----- Exercise data
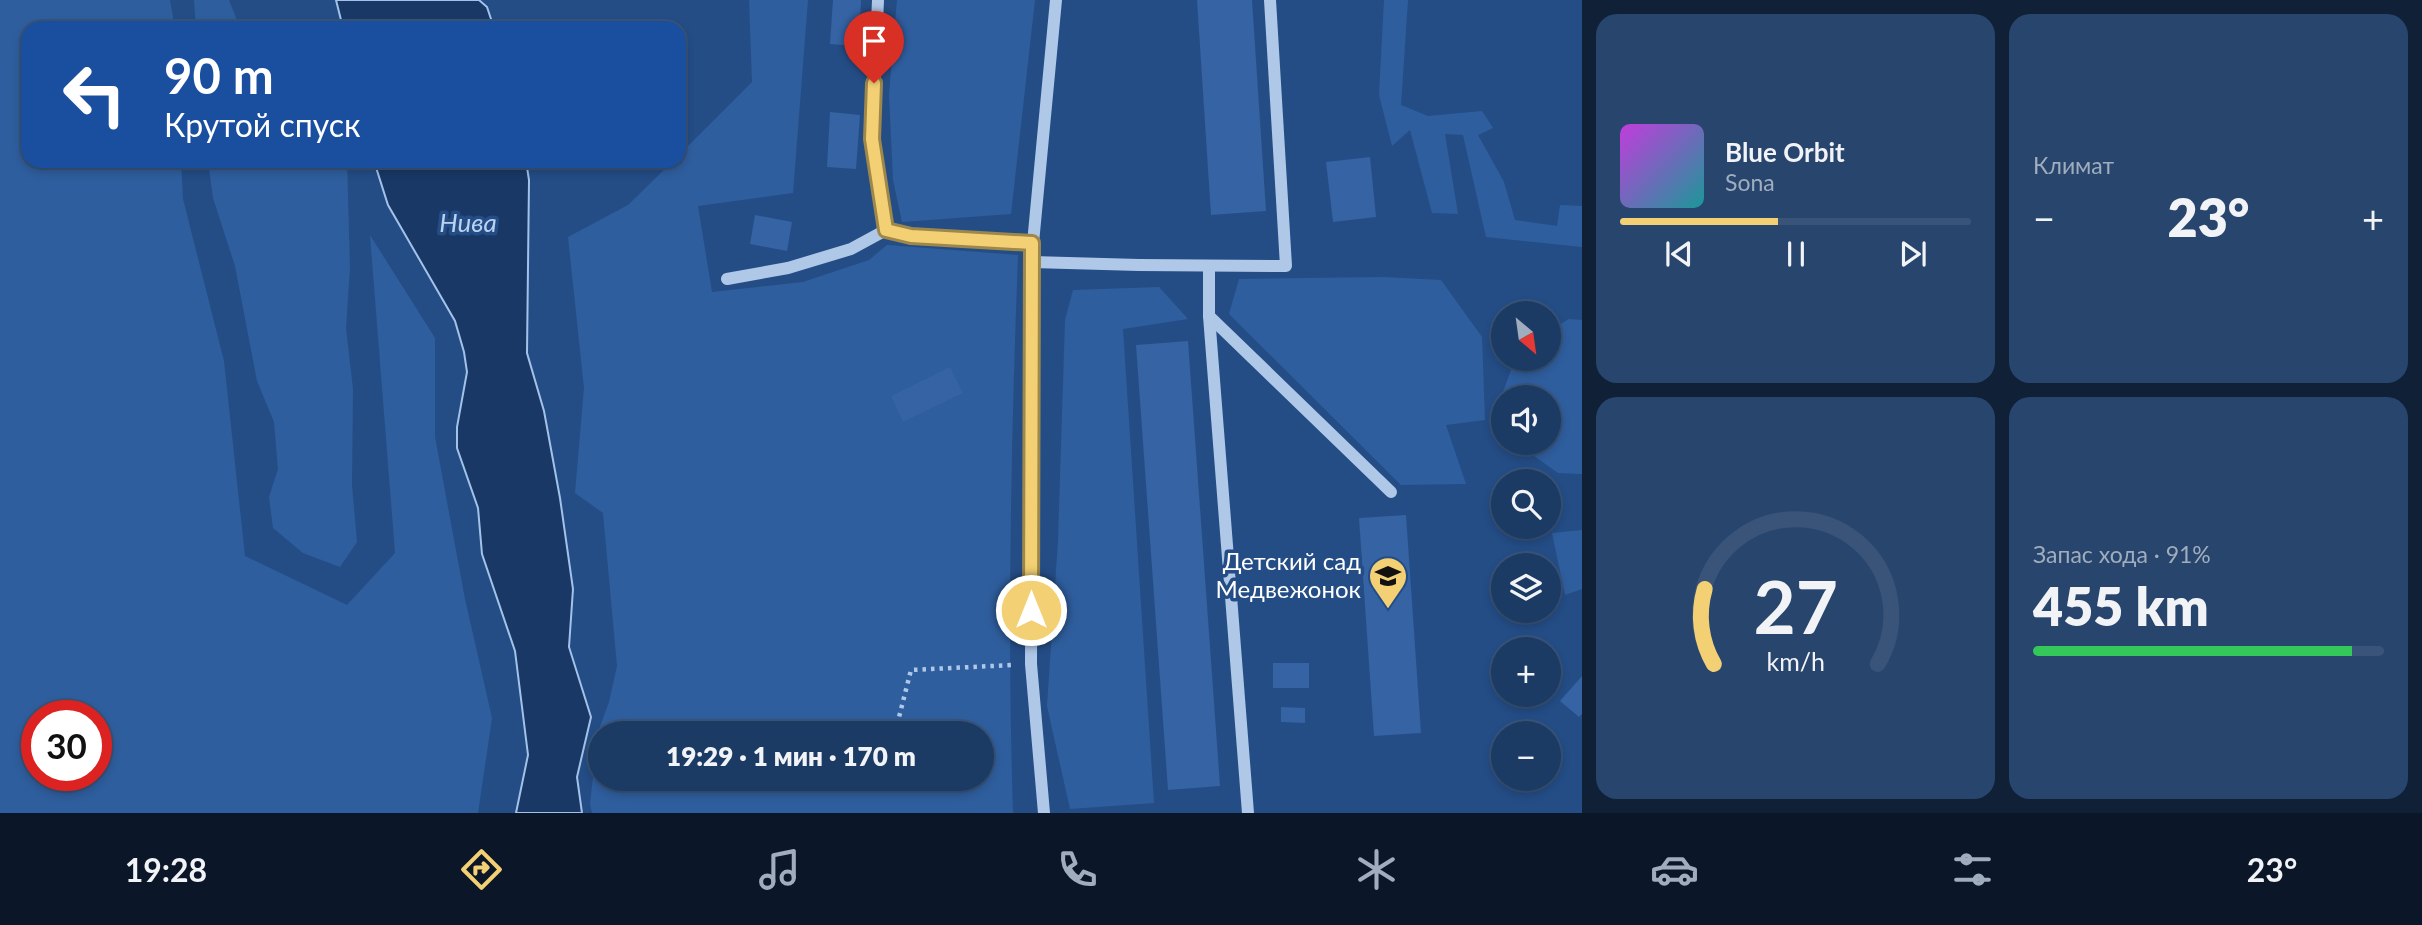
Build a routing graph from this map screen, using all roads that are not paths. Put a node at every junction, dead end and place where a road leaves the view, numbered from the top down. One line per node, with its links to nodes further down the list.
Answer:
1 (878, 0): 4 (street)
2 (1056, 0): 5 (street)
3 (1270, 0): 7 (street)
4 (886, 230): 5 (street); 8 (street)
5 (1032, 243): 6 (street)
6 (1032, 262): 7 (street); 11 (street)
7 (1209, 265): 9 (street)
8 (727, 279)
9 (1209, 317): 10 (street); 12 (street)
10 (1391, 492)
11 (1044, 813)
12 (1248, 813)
----------
----- Exercise data
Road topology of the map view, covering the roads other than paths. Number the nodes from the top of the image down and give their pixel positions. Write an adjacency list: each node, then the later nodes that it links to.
----------
----- Exercise data
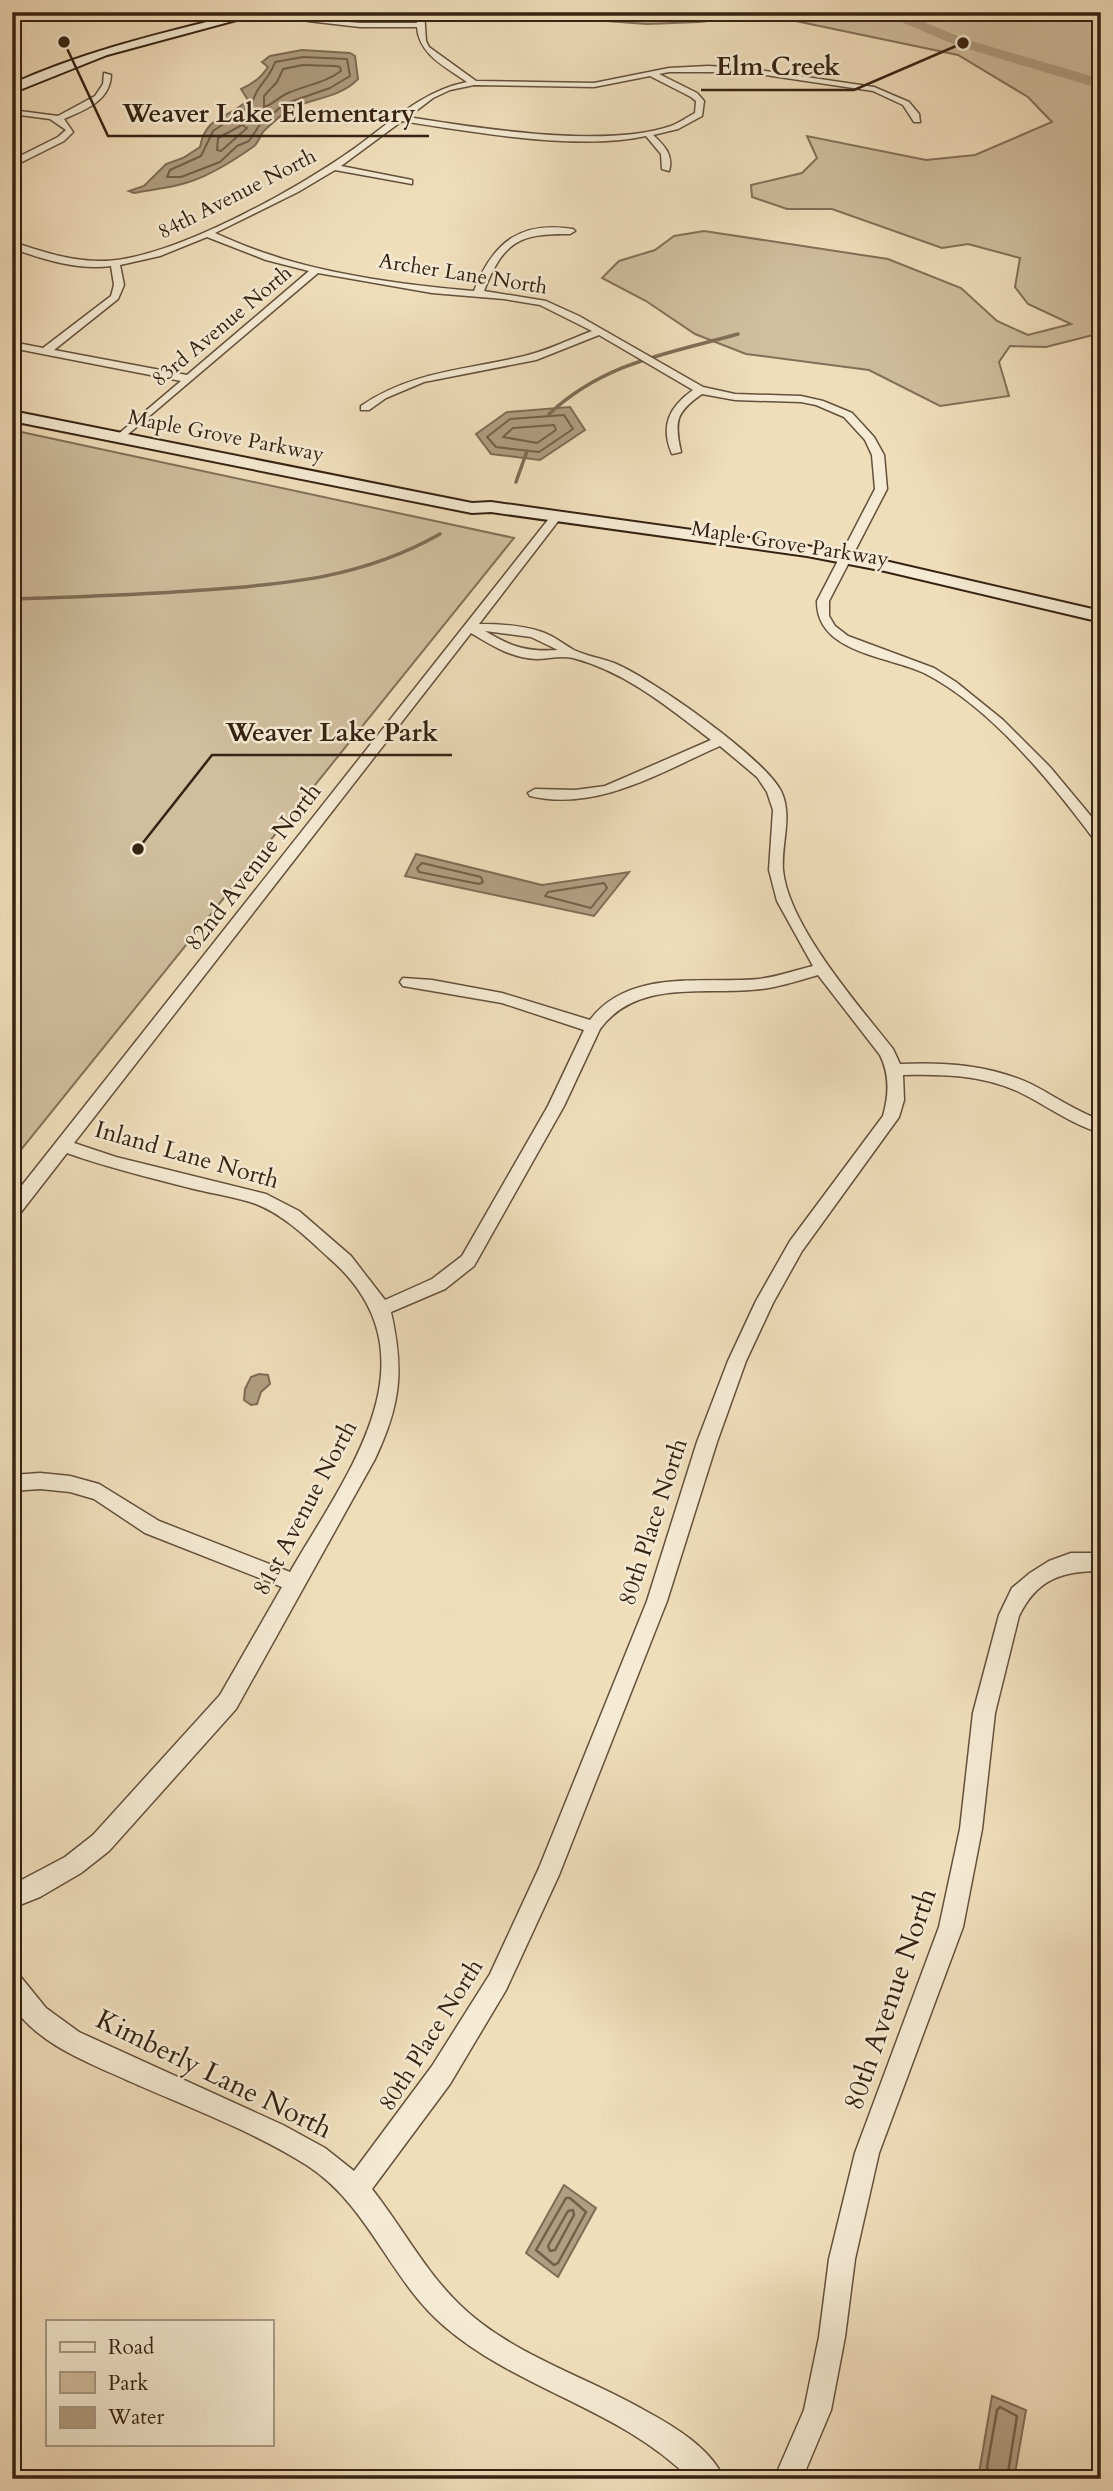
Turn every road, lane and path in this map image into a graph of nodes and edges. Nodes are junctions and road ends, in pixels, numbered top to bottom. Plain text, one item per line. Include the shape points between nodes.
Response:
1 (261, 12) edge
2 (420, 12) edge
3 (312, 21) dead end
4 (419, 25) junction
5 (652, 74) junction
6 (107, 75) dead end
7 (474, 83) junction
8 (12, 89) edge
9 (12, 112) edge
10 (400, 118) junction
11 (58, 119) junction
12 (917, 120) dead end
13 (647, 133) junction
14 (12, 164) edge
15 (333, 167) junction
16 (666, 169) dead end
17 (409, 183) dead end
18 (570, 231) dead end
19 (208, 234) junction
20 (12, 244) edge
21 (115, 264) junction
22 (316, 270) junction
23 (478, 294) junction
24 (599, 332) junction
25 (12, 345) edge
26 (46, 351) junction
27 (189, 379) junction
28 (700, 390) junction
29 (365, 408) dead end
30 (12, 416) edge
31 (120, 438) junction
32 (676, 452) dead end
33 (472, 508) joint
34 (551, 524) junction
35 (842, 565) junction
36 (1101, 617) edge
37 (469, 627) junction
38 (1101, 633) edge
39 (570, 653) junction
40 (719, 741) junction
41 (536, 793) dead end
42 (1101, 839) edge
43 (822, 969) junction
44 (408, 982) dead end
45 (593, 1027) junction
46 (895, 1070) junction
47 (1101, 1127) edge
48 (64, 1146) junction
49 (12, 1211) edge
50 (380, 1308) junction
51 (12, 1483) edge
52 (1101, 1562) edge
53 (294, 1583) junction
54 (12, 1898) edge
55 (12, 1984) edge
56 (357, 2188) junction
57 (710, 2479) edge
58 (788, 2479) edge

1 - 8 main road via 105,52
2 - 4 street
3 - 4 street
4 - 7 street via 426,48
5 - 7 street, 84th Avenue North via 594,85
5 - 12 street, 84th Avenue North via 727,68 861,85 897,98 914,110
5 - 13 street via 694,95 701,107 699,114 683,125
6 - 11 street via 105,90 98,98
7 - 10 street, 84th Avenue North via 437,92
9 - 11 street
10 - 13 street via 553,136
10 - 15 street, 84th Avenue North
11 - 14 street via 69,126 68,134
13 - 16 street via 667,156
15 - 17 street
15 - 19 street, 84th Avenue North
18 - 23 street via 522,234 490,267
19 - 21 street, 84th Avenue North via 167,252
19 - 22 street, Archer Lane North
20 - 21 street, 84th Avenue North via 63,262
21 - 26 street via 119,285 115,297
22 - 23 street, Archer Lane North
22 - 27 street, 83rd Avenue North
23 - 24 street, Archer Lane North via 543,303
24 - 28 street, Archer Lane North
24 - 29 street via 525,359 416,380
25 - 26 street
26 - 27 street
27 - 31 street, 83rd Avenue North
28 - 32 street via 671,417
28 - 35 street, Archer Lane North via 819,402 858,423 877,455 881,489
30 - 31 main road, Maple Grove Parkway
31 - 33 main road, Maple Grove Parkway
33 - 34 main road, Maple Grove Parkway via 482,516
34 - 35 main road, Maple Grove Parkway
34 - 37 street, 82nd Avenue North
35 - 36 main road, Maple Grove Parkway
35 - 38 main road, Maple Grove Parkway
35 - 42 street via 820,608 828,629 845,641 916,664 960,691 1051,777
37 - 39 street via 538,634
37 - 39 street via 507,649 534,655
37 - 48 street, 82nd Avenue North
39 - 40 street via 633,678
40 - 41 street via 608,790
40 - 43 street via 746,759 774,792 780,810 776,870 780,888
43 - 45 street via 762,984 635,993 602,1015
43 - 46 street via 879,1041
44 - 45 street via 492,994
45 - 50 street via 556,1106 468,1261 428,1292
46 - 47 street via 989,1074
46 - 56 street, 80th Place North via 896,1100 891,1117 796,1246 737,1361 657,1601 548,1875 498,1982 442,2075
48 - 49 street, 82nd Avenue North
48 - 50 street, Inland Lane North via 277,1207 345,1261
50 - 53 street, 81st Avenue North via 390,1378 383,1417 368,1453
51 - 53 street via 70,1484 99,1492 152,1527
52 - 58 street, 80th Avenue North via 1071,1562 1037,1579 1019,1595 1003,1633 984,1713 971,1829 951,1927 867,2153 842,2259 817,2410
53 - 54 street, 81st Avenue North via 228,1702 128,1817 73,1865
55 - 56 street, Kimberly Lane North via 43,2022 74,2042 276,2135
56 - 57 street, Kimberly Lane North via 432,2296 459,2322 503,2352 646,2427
----------
### The task:
Copy each line of the records containing the string "nodes".

### Solution:
Build a routing graph from this map screen, using all roads that are not paths. Put a node at every junction, dead end and place where a road leaves the view, numbered from the top down. One line per node, with its links to nodes further down the list.
Road topology of the map view, covering the roads other than paths. Number the nodes from the top of the image down and give their pixel positions. Write an adjacency list: each node, then the later nodes that it links to.
Turn every road, lane and path in this map image into a graph of nodes and edges. Nodes are junctions and road ends, in pixels, numbered top to bottom. Plain text, one item per line. Include the shape points between nodes.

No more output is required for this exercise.